WissenschaftlerInnen im Netz: von Forschungstagebüchern und Lehrportfolios

Obwohl das Internet die Welt verändert hat, zögern vor allem WissenschaftlerInnen in Deutschland, sich und ihre Ergebnisse öffentlich zu präsentieren und mit anderen darüber zu diskutieren. Das betrifft die Forschung wie die Lehre. Der Südwestrundfunk (SWR) hat eine halbstündige Reportage dazu veröffentlicht. Der Beitrag bezieht sich vorrangig auf Forschung, gilt aber eigentlich genauso für die Lehre – und das macht ihn auch für das Thema Lehrportfolios spannend.

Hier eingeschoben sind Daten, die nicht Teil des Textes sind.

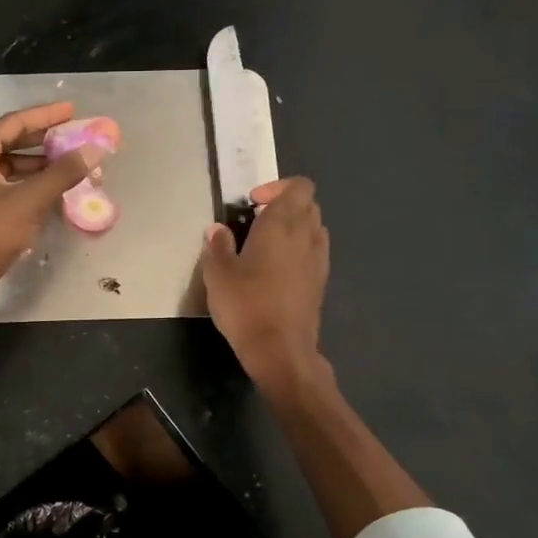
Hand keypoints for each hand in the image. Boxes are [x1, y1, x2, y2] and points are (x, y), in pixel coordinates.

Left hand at [0, 102, 106, 303]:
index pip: (14, 122)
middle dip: (44, 141)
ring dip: (38, 166)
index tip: (74, 111)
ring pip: (8, 168)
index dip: (46, 115)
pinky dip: (27, 187)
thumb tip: (94, 150)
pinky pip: (5, 188)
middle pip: (10, 142)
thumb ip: (62, 173)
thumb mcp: (28, 201)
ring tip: (69, 167)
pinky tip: (50, 194)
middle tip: (75, 138)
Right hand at [201, 177, 328, 387]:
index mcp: (282, 224)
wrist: (280, 350)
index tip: (252, 203)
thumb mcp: (218, 274)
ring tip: (265, 245)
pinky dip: (298, 250)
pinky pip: (314, 251)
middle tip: (255, 221)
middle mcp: (306, 235)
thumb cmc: (246, 305)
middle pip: (307, 204)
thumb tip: (217, 230)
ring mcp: (318, 260)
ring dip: (293, 227)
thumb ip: (217, 246)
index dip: (277, 186)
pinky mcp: (320, 282)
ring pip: (313, 227)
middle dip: (284, 205)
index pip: (298, 187)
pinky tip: (275, 270)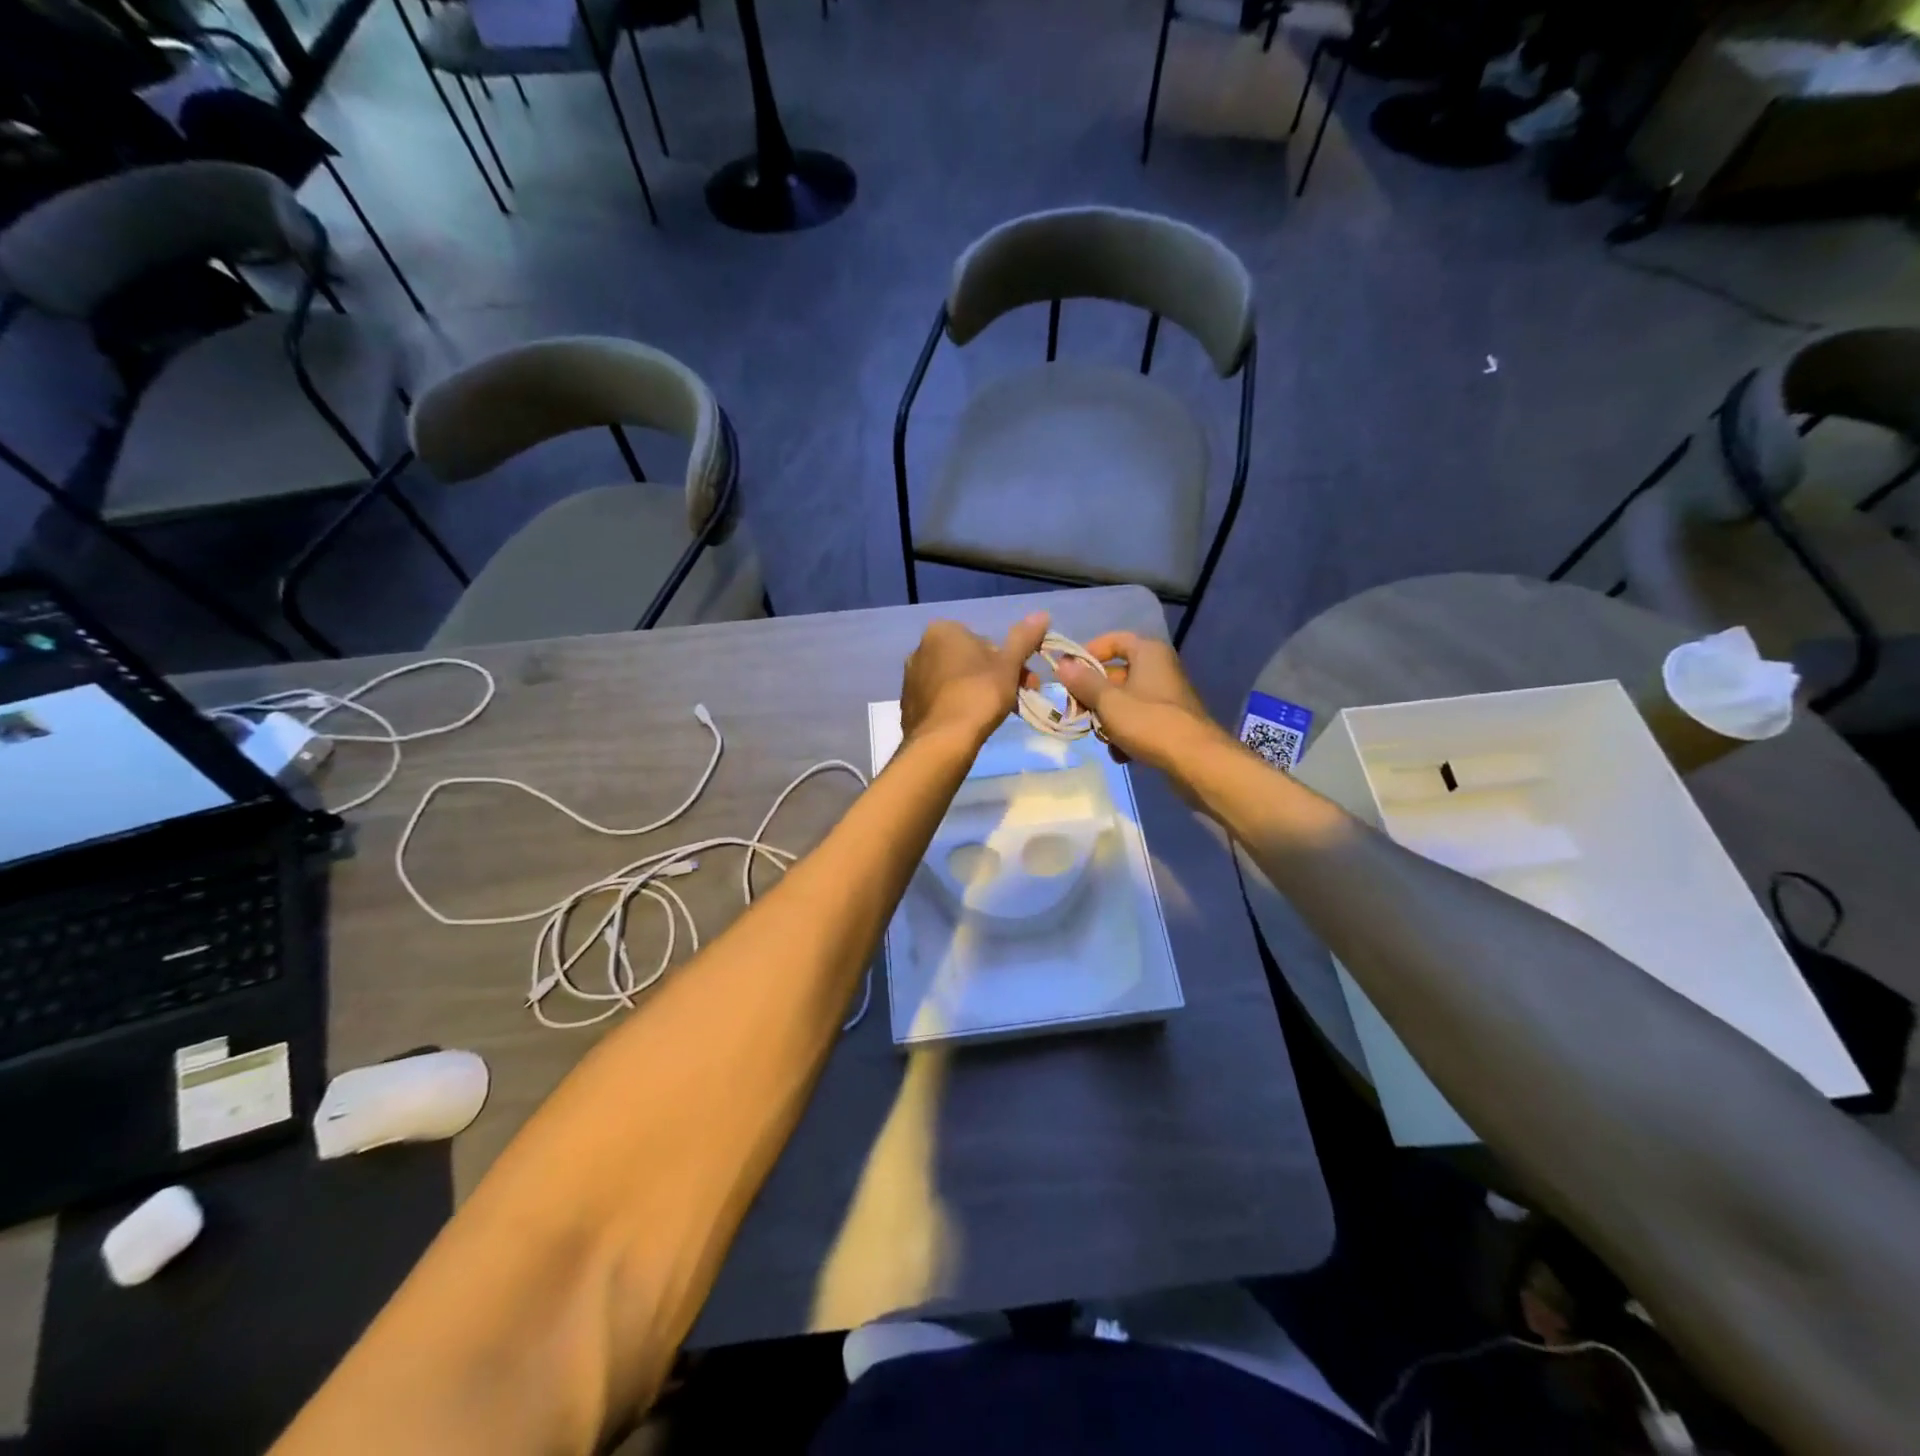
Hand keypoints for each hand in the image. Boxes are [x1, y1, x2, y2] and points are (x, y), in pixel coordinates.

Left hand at [900, 611, 1050, 745]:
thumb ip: (1024, 638)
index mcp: (942, 631)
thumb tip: (1042, 614)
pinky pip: (940, 699)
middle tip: (1015, 700)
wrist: (942, 741)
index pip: (985, 641)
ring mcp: (910, 678)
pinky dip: (956, 706)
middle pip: (969, 660)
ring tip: (992, 715)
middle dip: (994, 677)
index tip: (1023, 682)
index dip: (1009, 662)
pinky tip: (968, 723)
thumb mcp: (1009, 665)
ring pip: (954, 680)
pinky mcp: (908, 704)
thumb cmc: (979, 695)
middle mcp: (920, 648)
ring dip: (975, 691)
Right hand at [1052, 631, 1221, 768]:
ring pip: (1123, 701)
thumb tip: (1062, 664)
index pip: (1113, 640)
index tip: (1068, 674)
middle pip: (1115, 674)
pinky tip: (1122, 754)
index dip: (1088, 654)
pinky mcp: (1169, 722)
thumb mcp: (1108, 701)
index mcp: (1148, 652)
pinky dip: (1126, 735)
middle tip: (1077, 712)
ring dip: (1108, 721)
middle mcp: (1159, 668)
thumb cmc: (1149, 722)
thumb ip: (1083, 682)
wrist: (1196, 761)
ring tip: (1103, 738)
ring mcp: (1165, 697)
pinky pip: (1138, 721)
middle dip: (1094, 696)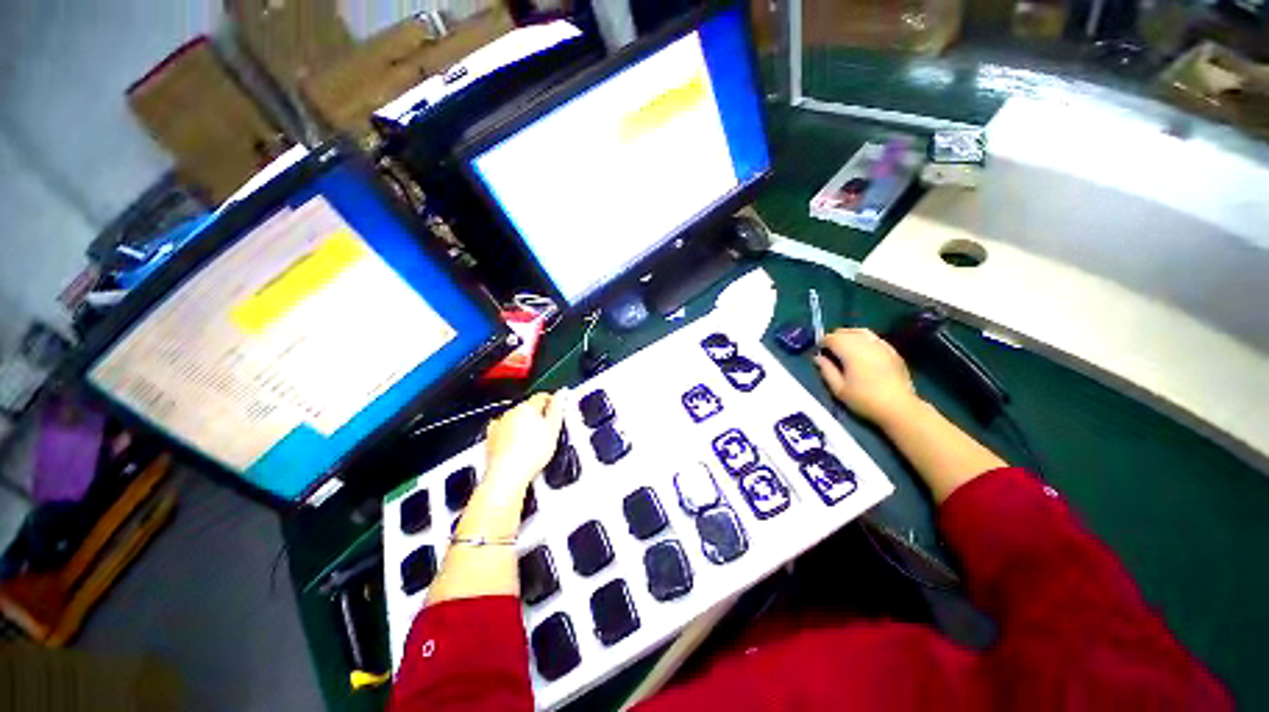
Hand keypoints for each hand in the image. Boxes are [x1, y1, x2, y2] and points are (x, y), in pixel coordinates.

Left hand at [483, 391, 567, 495]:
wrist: (507, 476)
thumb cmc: (531, 454)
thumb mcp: (552, 429)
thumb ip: (557, 409)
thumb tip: (560, 395)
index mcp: (526, 407)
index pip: (542, 397)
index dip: (552, 402)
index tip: (557, 410)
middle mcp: (510, 412)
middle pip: (528, 408)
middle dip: (538, 415)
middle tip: (548, 430)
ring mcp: (498, 425)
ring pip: (515, 419)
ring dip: (524, 425)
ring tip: (533, 442)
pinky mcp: (491, 438)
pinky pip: (504, 431)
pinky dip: (511, 435)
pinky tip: (517, 446)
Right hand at [814, 328, 922, 426]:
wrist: (899, 407)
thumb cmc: (864, 399)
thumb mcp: (838, 389)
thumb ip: (826, 370)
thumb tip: (817, 357)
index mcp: (850, 351)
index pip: (831, 338)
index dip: (821, 343)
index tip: (818, 352)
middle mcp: (865, 343)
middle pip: (845, 332)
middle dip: (834, 338)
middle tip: (830, 351)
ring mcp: (881, 345)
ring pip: (860, 332)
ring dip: (849, 337)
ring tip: (845, 349)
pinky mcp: (892, 350)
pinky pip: (873, 338)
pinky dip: (863, 340)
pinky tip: (862, 352)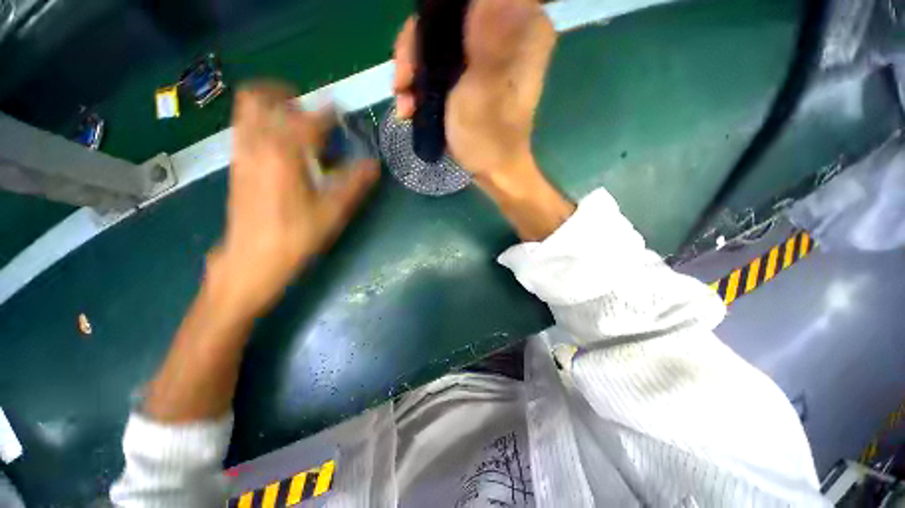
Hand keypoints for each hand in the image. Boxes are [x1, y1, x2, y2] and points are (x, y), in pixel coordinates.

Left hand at [208, 81, 379, 317]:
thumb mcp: (333, 213)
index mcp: (284, 154)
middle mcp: (257, 145)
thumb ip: (354, 184)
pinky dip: (263, 125)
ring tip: (296, 126)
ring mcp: (241, 154)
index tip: (341, 114)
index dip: (328, 112)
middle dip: (285, 95)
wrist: (252, 260)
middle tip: (310, 111)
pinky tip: (282, 148)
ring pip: (247, 111)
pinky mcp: (236, 166)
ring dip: (272, 107)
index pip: (307, 118)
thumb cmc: (295, 237)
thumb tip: (373, 165)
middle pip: (259, 97)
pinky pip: (244, 130)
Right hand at [393, 0, 555, 180]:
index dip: (438, 15)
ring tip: (404, 102)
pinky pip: (437, 62)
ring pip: (437, 39)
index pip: (469, 0)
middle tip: (402, 81)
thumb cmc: (489, 137)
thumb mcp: (485, 88)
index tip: (418, 48)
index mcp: (523, 24)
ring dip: (413, 70)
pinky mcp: (470, 72)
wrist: (490, 171)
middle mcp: (506, 30)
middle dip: (417, 48)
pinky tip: (410, 105)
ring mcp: (485, 52)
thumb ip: (487, 38)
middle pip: (449, 17)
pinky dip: (420, 81)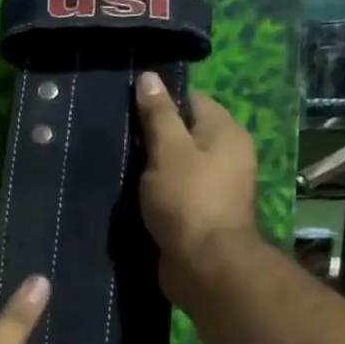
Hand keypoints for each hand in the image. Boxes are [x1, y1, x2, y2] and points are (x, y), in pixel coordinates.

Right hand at [134, 72, 259, 304]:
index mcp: (226, 133)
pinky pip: (174, 193)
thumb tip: (149, 78)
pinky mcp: (200, 215)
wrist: (204, 265)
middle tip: (118, 139)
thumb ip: (158, 115)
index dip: (161, 102)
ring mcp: (215, 188)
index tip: (128, 110)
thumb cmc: (188, 199)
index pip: (192, 101)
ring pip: (177, 166)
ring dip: (151, 169)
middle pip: (184, 134)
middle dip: (153, 137)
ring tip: (118, 166)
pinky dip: (156, 193)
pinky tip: (131, 195)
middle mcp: (227, 156)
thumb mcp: (167, 150)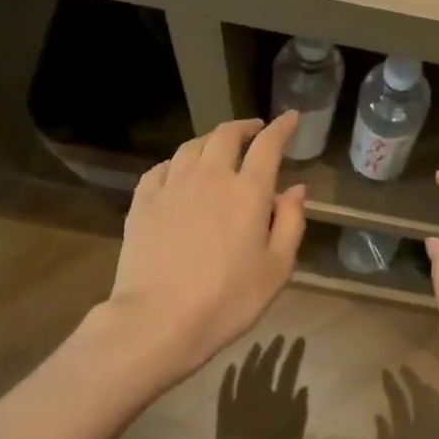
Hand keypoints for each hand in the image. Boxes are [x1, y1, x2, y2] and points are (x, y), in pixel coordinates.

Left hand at [102, 114, 307, 386]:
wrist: (158, 320)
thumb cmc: (228, 300)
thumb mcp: (277, 269)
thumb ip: (291, 223)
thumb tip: (296, 189)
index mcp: (248, 192)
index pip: (268, 145)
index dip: (282, 127)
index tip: (291, 118)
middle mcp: (209, 177)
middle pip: (226, 136)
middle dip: (245, 127)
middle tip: (255, 131)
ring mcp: (171, 186)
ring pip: (192, 146)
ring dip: (211, 140)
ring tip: (219, 147)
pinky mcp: (142, 202)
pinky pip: (161, 168)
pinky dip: (177, 162)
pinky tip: (179, 171)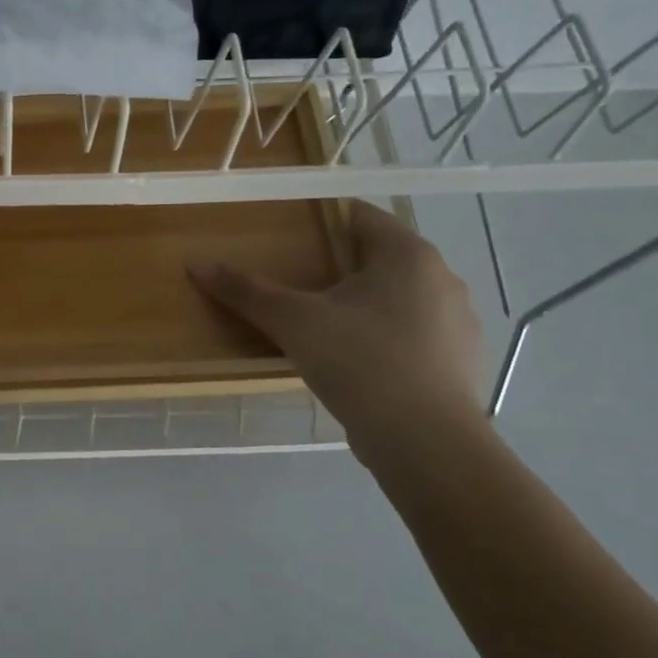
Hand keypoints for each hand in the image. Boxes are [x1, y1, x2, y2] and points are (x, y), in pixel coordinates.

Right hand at [188, 201, 483, 453]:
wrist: (425, 441)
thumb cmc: (360, 362)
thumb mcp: (293, 322)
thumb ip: (246, 290)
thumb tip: (197, 263)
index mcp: (407, 254)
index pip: (361, 216)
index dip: (321, 220)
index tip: (288, 237)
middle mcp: (442, 278)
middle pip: (380, 257)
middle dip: (338, 266)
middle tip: (295, 283)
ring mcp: (459, 322)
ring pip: (399, 298)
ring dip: (364, 304)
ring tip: (323, 326)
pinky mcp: (460, 362)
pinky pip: (415, 335)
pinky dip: (385, 339)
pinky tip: (357, 363)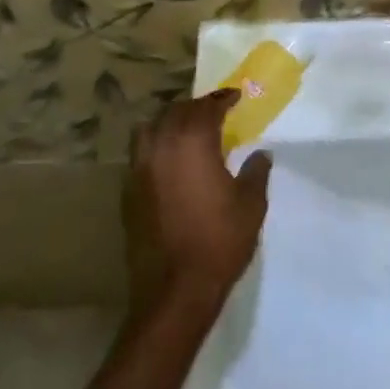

Ab Kapitel 2 beschäftigt sich die Reportage mit öffentlichen Tagebüchern von ForscherInnen und den Vorteilen, die sie ihnen bieten. Professor Christian Spannagel beispielsweise berichtet, wie ihm sein Blog als Denkwerkzeug für Forschungsprojekte hilft. Auch Dr. Florian Freistetter hebt die Chancen hervor, die ihm das Bloggen bietet: Er könne die Öffentlichkeit für „sein“ Fach begeistern, die Astronomie. Eine internationale Perspektive bringt Dr. Mareike König ein. Sie arbeitet in Frankreich, wo das Bloggen einen ganz anderen Stellenwert habe als in Deutschland und von staatlicher Seite sogar als erwünschte Tätigkeit von WissenschaftlerInnen angesehen wird.

In Kapitel 3 der Reportage wird schließlich diskutiert, was viele schreckt, als WissenschaftlerIn überhaupt öffentlich im Internet in Erscheinung zu treten. Forschungstagebücher zu führen werde nicht honoriert, sondern als Zeitverschwendung abgetan:

Die Idealvorstellung, wie sie jetzt von Seiten der Förderorganisationen transportiert
wird, ist ein Wissenschaftler, der forscht und forscht und sonst nichts tut. (Florian Freistetter)

So sehe es wohl auch die Deutsche Forschungsgesellschaft (DFG), die oft Projekte finanziert. Der Publikationsweg Blog verdiene keine Bedeutung bei der Vergabe von Fördermitteln. Der SWR schlussfolgert daraus: „Wissenschaft soll weiter in ihrem Elfenbeinturm bleiben“.

Das letzte Kapitel spricht kurz Chancen an, die ein Mehr an Öffentlichkeit bieten kann, etwa:

Was kann sich denn eigentlich eine Bewerbungskommission mehr wünschen als einen Einblick in die Gedanken eines Bewerbers der letzten Jahre? Und die kriegt man, glaube ich, eher über Weblogs als über publizierte Forschungsergebnisse. (Christian Spannagel)

Dasselbe gilt letztlich auch für Lehrportfolios. Vorteile und Nachteile, Für und Wider. Was denkt ihr darüber? Was hält euch davon ab, selbst ein öffentliches Lehrportfolio zu führen? Was müsste sich ändern, damit ihr es tut?